Required action
Images excluded, return every record exactly as it reads.

*** The data ***

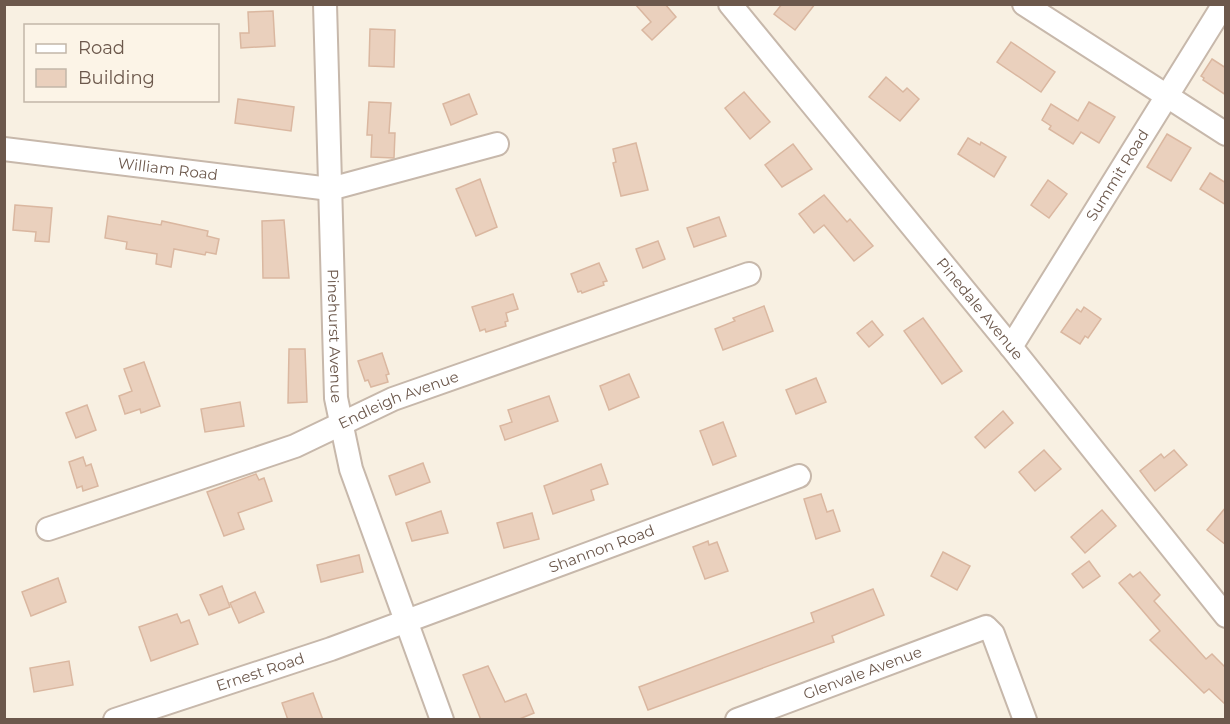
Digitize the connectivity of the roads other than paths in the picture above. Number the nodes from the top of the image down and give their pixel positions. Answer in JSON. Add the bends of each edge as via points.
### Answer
{"nodes":[{"id":1,"x":325,"y":4,"type":"edge"},
{"id":2,"x":730,"y":4,"type":"edge"},
{"id":3,"x":1024,"y":4,"type":"edge"},
{"id":4,"x":1224,"y":4,"type":"edge"},
{"id":5,"x":1167,"y":96,"type":"junction"},
{"id":6,"x":1226,"y":134,"type":"edge"},
{"id":7,"x":497,"y":144,"type":"dead end"},
{"id":8,"x":4,"y":149,"type":"edge"},
{"id":9,"x":330,"y":189,"type":"junction"},
{"id":10,"x":749,"y":274,"type":"dead end"},
{"id":11,"x":1011,"y":346,"type":"junction"},
{"id":12,"x":340,"y":423,"type":"junction"},
{"id":13,"x":799,"y":476,"type":"dead end"},
{"id":14,"x":48,"y":529,"type":"dead end"},
{"id":15,"x":1222,"y":603,"type":"edge"},
{"id":16,"x":405,"y":621,"type":"junction"},
{"id":17,"x":115,"y":720,"type":"edge"},
{"id":18,"x":442,"y":720,"type":"edge"},
{"id":19,"x":737,"y":720,"type":"edge"},
{"id":20,"x":1025,"y":720,"type":"edge"}],
"edges":[{"from":1,"to":9,"type":"street","name":"Pinehurst Avenue"},
{"from":2,"to":11,"type":"street","name":"Pinedale Avenue"},
{"from":3,"to":5,"type":"street"},
{"from":4,"to":5,"type":"street","name":"Summit Road"},
{"from":5,"to":6,"type":"street"},
{"from":5,"to":11,"type":"street","name":"Summit Road"},
{"from":7,"to":9,"type":"street"},
{"from":8,"to":9,"type":"street","name":"William Road"},
{"from":9,"to":12,"type":"street","name":"Pinehurst Avenue"},
{"from":10,"to":12,"type":"street","name":"Endleigh Avenue","via":[[393,399]]},
{"from":11,"to":15,"type":"street","name":"Pinedale Avenue"},
{"from":12,"to":14,"type":"street","name":"Endleigh Avenue","via":[[295,446]]},
{"from":12,"to":16,"type":"street","name":"Pinehurst Avenue","via":[[351,469]]},
{"from":13,"to":16,"type":"street","name":"Shannon Road"},
{"from":16,"to":17,"type":"street","name":"Ernest Road"},
{"from":16,"to":18,"type":"street","name":"Pinehurst Avenue"},
{"from":19,"to":20,"type":"street","name":"Glenvale Avenue","via":[[986,627],[993,634]]}]}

*** End of The data ***

Response
Digitize the connectivity of the roads other than paths in the picture above. Number the nodes from the top of the image down and give their pixel positions. Answer in JSON. Add the bends of each edge as via points.
### Answer
{"nodes":[{"id":1,"x":325,"y":4,"type":"edge"},
{"id":2,"x":730,"y":4,"type":"edge"},
{"id":3,"x":1024,"y":4,"type":"edge"},
{"id":4,"x":1224,"y":4,"type":"edge"},
{"id":5,"x":1167,"y":96,"type":"junction"},
{"id":6,"x":1226,"y":134,"type":"edge"},
{"id":7,"x":497,"y":144,"type":"dead end"},
{"id":8,"x":4,"y":149,"type":"edge"},
{"id":9,"x":330,"y":189,"type":"junction"},
{"id":10,"x":749,"y":274,"type":"dead end"},
{"id":11,"x":1011,"y":346,"type":"junction"},
{"id":12,"x":340,"y":423,"type":"junction"},
{"id":13,"x":799,"y":476,"type":"dead end"},
{"id":14,"x":48,"y":529,"type":"dead end"},
{"id":15,"x":1222,"y":603,"type":"edge"},
{"id":16,"x":405,"y":621,"type":"junction"},
{"id":17,"x":115,"y":720,"type":"edge"},
{"id":18,"x":442,"y":720,"type":"edge"},
{"id":19,"x":737,"y":720,"type":"edge"},
{"id":20,"x":1025,"y":720,"type":"edge"}],
"edges":[{"from":1,"to":9,"type":"street","name":"Pinehurst Avenue"},
{"from":2,"to":11,"type":"street","name":"Pinedale Avenue"},
{"from":3,"to":5,"type":"street"},
{"from":4,"to":5,"type":"street","name":"Summit Road"},
{"from":5,"to":6,"type":"street"},
{"from":5,"to":11,"type":"street","name":"Summit Road"},
{"from":7,"to":9,"type":"street"},
{"from":8,"to":9,"type":"street","name":"William Road"},
{"from":9,"to":12,"type":"street","name":"Pinehurst Avenue"},
{"from":10,"to":12,"type":"street","name":"Endleigh Avenue","via":[[393,399]]},
{"from":11,"to":15,"type":"street","name":"Pinedale Avenue"},
{"from":12,"to":14,"type":"street","name":"Endleigh Avenue","via":[[295,446]]},
{"from":12,"to":16,"type":"street","name":"Pinehurst Avenue","via":[[351,469]]},
{"from":13,"to":16,"type":"street","name":"Shannon Road"},
{"from":16,"to":17,"type":"street","name":"Ernest Road"},
{"from":16,"to":18,"type":"street","name":"Pinehurst Avenue"},
{"from":19,"to":20,"type":"street","name":"Glenvale Avenue","via":[[986,627],[993,634]]}]}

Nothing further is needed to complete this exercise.